E, alla fine, riemerge, nell’asserita laicità dell’impresa, la forza dei riferimenti valoriali della dottrina sociale della Chiesa. La nostra «non è una scelta confessionale, l’antropologia e la visione sociologica che sono sottese non sono vincolate ad un’esplicita adesione alla fede cristiana. Il principio personalista, il bene comune, la destinazione universale dei beni, la sussidiarietà, la partecipazione e la solidarietà, in aggiunta ai concetti di fratellanza e amicizia sociali introdotti da papa Francesco: sono queste le linee guida, irrinunciabili e coerentemente collegate» (p. 284).
Sono sei le pagine dedicate espressamente a “l’evoluzione della mia fede” (83-89) e in esse spicca il riferimento al Vaticano II e alla consistenza delle note, più estese del testo. E nelle note le citazioni più care della Scrittura. Talora succede che il “sugo della storia” sia proprio nelle note a piè di pagina.

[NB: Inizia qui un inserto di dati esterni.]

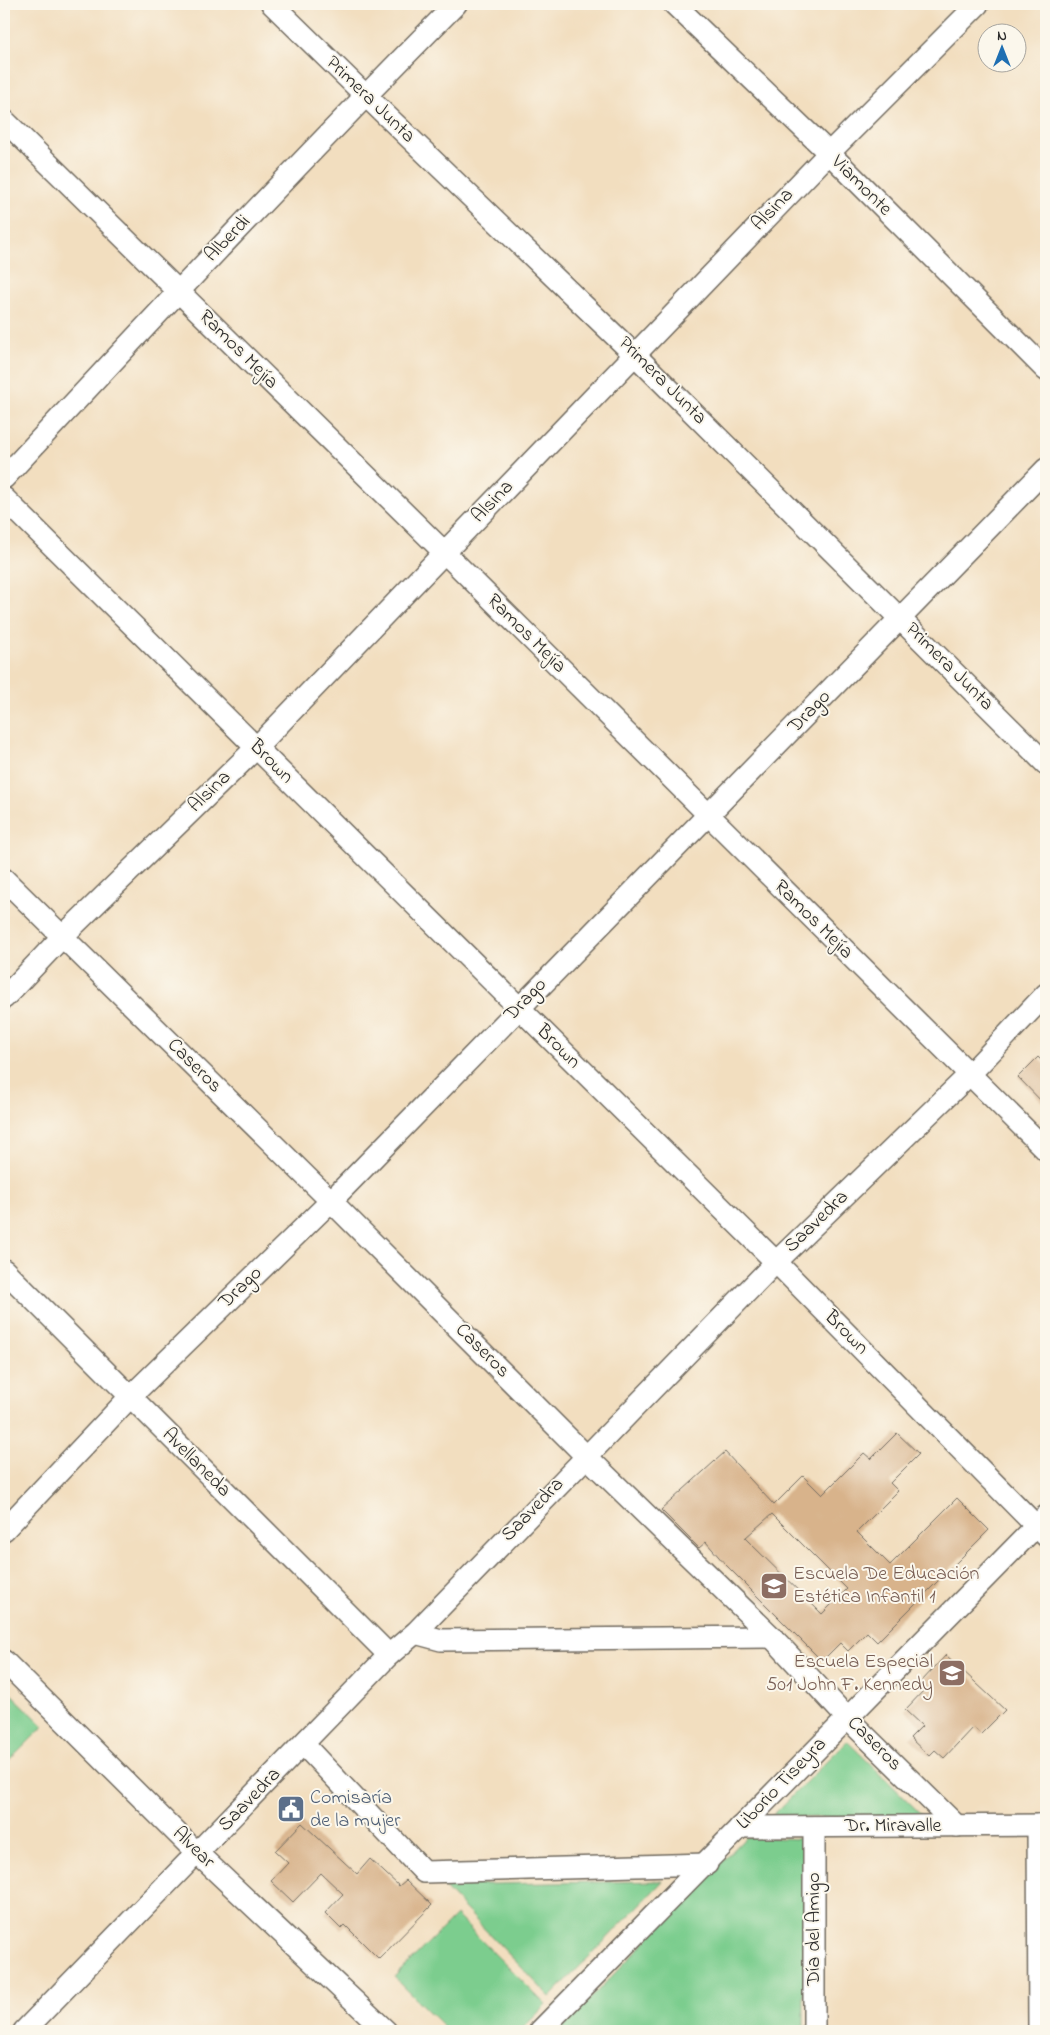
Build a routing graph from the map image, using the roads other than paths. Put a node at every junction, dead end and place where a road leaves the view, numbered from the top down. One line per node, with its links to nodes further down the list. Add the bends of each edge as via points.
1 (272, 4): 5 (street, Primera Junta)
2 (456, 4): 5 (street, Alberdi)
3 (674, 4): 7 (street, Viamonte)
4 (978, 4): 7 (street, Alsina)
5 (365, 96): 8 (street, Alberdi); 9 (street, Primera Junta)
6 (4, 120): 8 (street, Ramos Mejía)
7 (829, 153): 9 (street, Alsina); 10 (street, Viamonte)
8 (178, 291): 12 (street, Alberdi); 14 (street, Ramos Mejía)
9 (634, 354): 14 (street, Alsina); 15 (street, Primera Junta)
10 (1046, 370)
11 (1046, 468): 15 (street, Drago)
12 (4, 478)
13 (4, 498): 16 (street, Brown)
14 (444, 553): 16 (street, Alsina); 18 (street, Ramos Mejía)
15 (901, 619): 17 (street, Primera Junta); 18 (street, Drago)
16 (257, 747): 20 (street, Alsina); 23 (street, Brown)
17 (1046, 764)
18 (708, 816): 23 (street, Drago); 24 (street, Ramos Mejía)
19 (4, 879): 20 (street, Caseros)
20 (63, 936): 22 (street, Alsina); 26 (street, Caseros)
21 (1046, 994): 24 (street, Saavedra)
22 (4, 998)
23 (518, 1008): 26 (street, Drago); 27 (street, Brown)
24 (969, 1075): 25 (street, Ramos Mejía); 27 (street, Saavedra)
25 (1046, 1150)
26 (331, 1201): 29 (street, Drago); 30 (street, Caseros)
27 (776, 1262): 30 (street, Saavedra); 31 (street, Brown)
28 (4, 1270): 29 (street, Avellaneda)
29 (130, 1397): 32 (street, Drago); 35 (street, Avellaneda)
30 (586, 1456): 33 (street, Saavedra); 34 (street, Caseros)
31 (1043, 1526): 37 (street, Liborio Tiseyra)
32 (4, 1530)
33 (415, 1633): 34 (street, via 441,1640); 35 (street, Saavedra)
34 (772, 1637): 37 (street, Caseros)
35 (389, 1655): 38 (street, Saavedra)
36 (4, 1662): 43 (street, Alvear)
37 (847, 1718): 40 (street, Liborio Tiseyra); 41 (street, Caseros)
38 (304, 1745): 43 (street, Saavedra); 44 (street, via 424,1872)
39 (1042, 1825): 41 (street, Dr. Miravalle); 49 (street)
40 (740, 1826): 42 (street, Dr. Miravalle); 44 (street, Liborio Tiseyra)
41 (957, 1826): 42 (street, Dr. Miravalle)
42 (814, 1827): 48 (street, Día del Amigo)
43 (198, 1854): 45 (street, Saavedra); 46 (street, Alvear)
44 (706, 1864): 47 (street, Liborio Tiseyra)
45 (24, 2031)
46 (386, 2031)
47 (540, 2031)
48 (814, 2031)
49 (1039, 2031)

- Giuliano Stenico, Intuizioni di bene. Gruppo CEIS, a cura di Alessandro Alvisi. Artestampa Modena 2024, pp. 305. Al volume per uso interno è succeduto un secondo che andrà in libreria a fine novembre, Coordinamento editoriale: Carlo Bonacini Editing: Maria Pia Quitadamo Grafica e impaginazione: Greta Malavasi; a cura di Alessandro Alvisi; © Edizioni Arte stampa.
Devo confessare ai lettori che non sono un recensore asettico e imparziale. Ho condiviso con Giuliano gran parte della vita e, pur avendo fatto altro, ho condiviso le scelte nella vita comune. Altri sarebbero il tono, l’umorismo e gli accenti in una conversazione amicale e familiare.